A model generation unit that generates a filter model for filtering text data for each predetermined generation period based on the text data newly added to the text data group and the related words.
A data acquisition unit that acquires text data corresponding to the word and related words as collected data from the storage device, and a data acquisition unit.
A text data collection device comprising the filter model and a data filter unit for filtering the collected data using at least one of the word and the related word.

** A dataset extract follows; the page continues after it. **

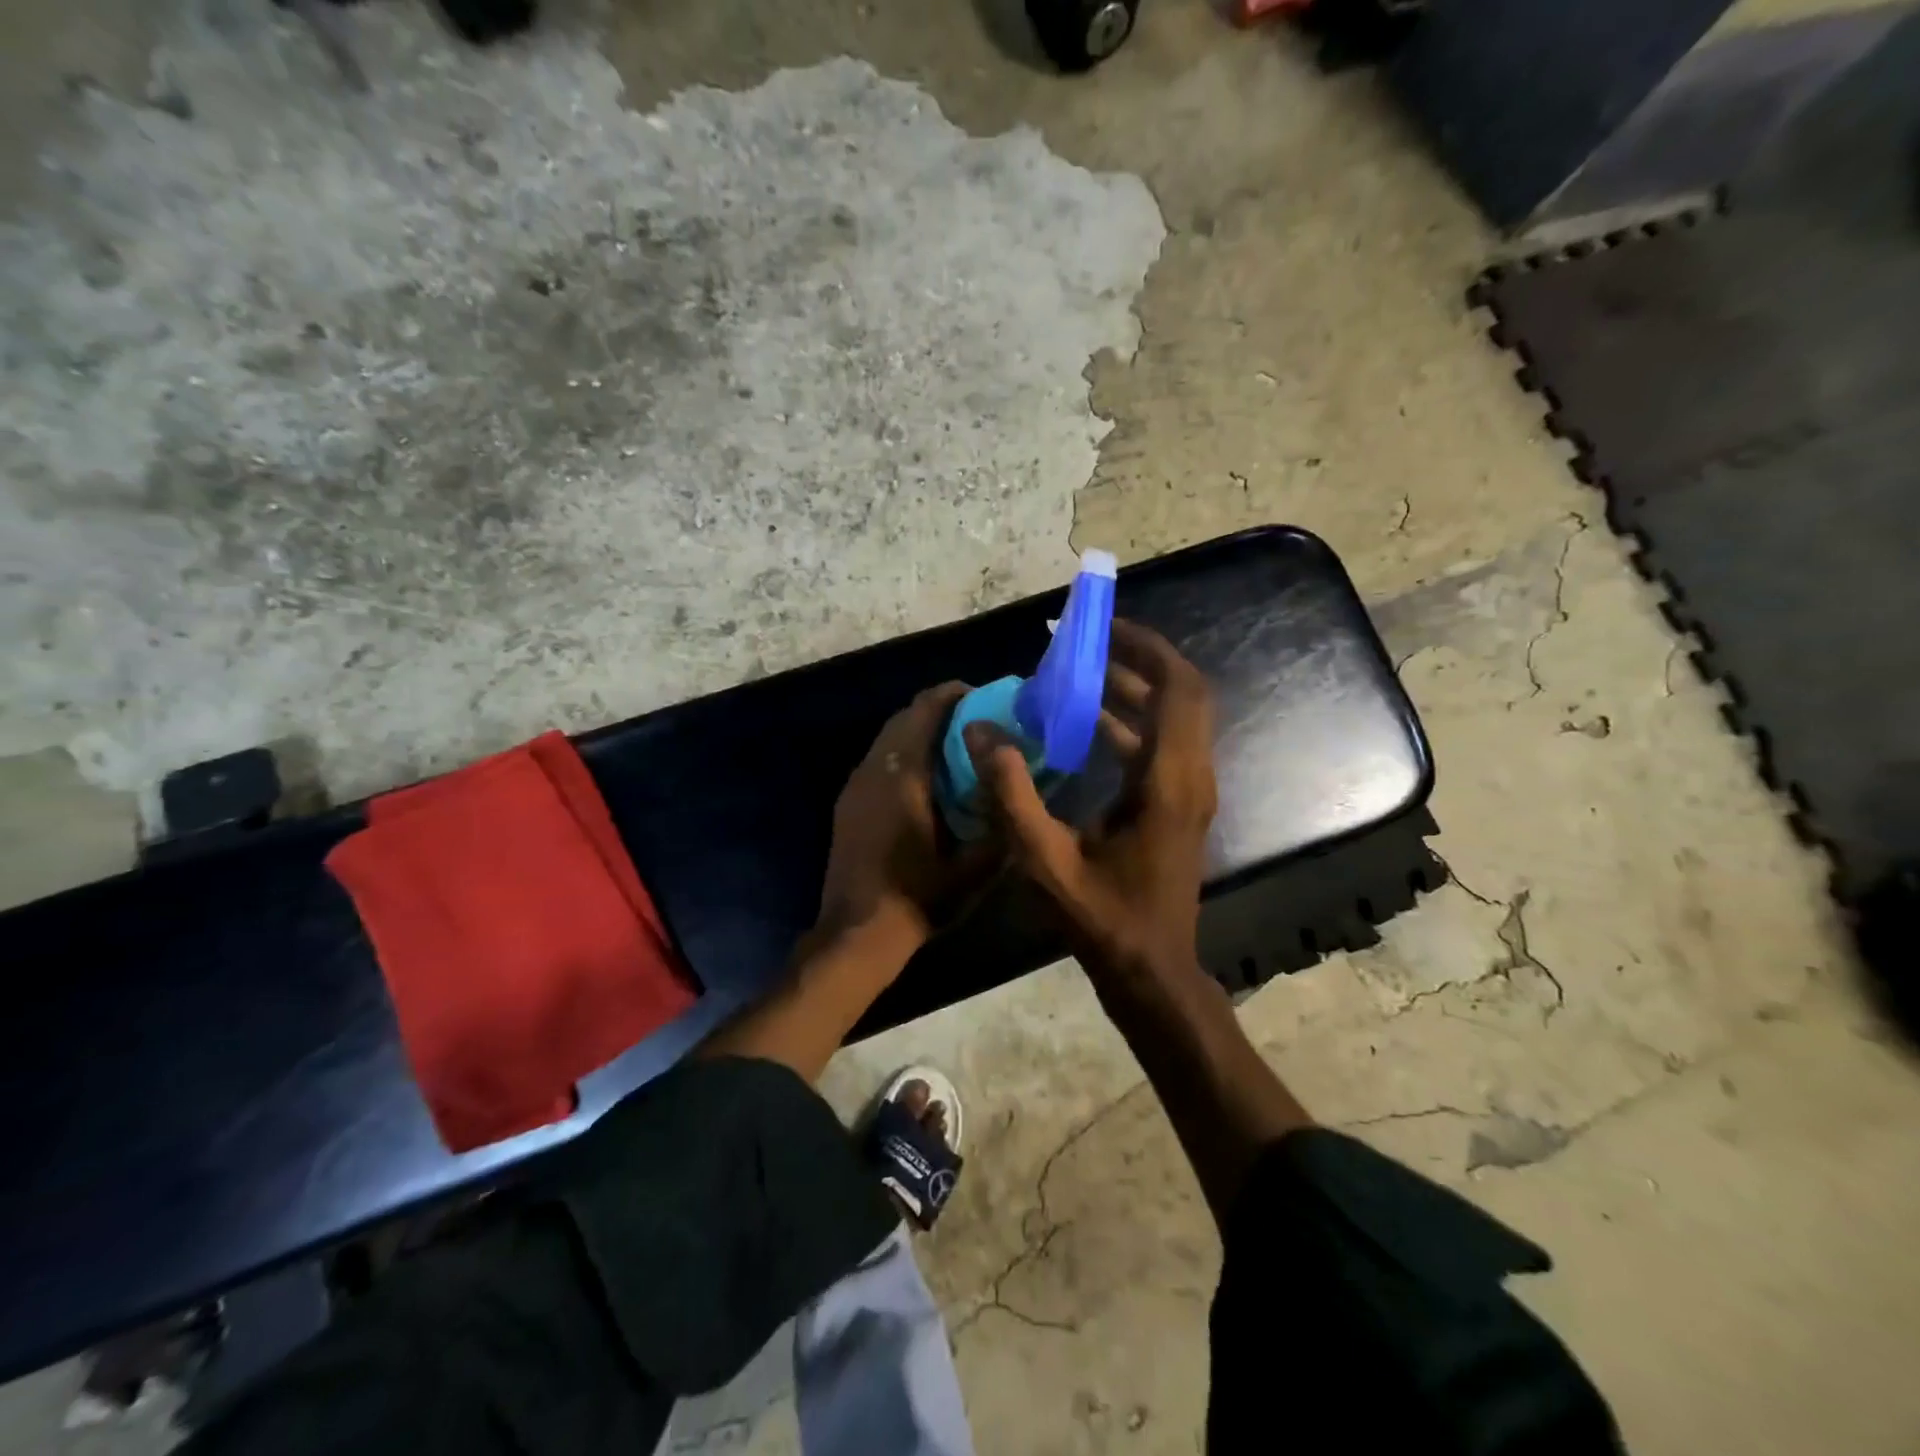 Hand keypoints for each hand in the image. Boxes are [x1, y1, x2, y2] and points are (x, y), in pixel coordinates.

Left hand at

The related word acquisition unit according to claim 10 , wherein the related word acquisition unit acquires the related word as the newly added text data based on the text data newly added to the text data group in the immediately preceding generation period. Text data collector.

The text data acquisition device according to claim 10 , wherein the data acquisition unit acquires text data corresponding to the related words acquired in the generation period of the most recent first target number as the collected data.

The text data collection device according to claim 10 , wherein the data filter unit filters the collected data by using the related words acquired in the generation period of the latest second target number.

The text data collection device according to claim 10 , wherein the data filter unit further filters the collected data by further using weight information indicating the importance for each generation period.

The text data collection according to claim 10 , wherein the model generation unit generates the filter model based on the text data newly added to the text data group in the immediately preceding generation period every predetermined generation period. Device.

The text data collection device according to claim 10 , wherein the data filter unit filters the collected data by using the filter model generated in the generation period of the latest third target number.

It further has a setting information management unit that receives the setting information by outputting an interface for inputting setting information regarding the data acquisition unit, the related word acquisition unit, and the data filter unit.
The data acquisition unit acquires the collected data according to the setting information, and obtains the collected data.
The related word acquisition unit acquires the related word according to the setting information, and obtains the related word.
The text data collection device according to claim 10 , wherein the data filter unit filters the collected data according to the setting information.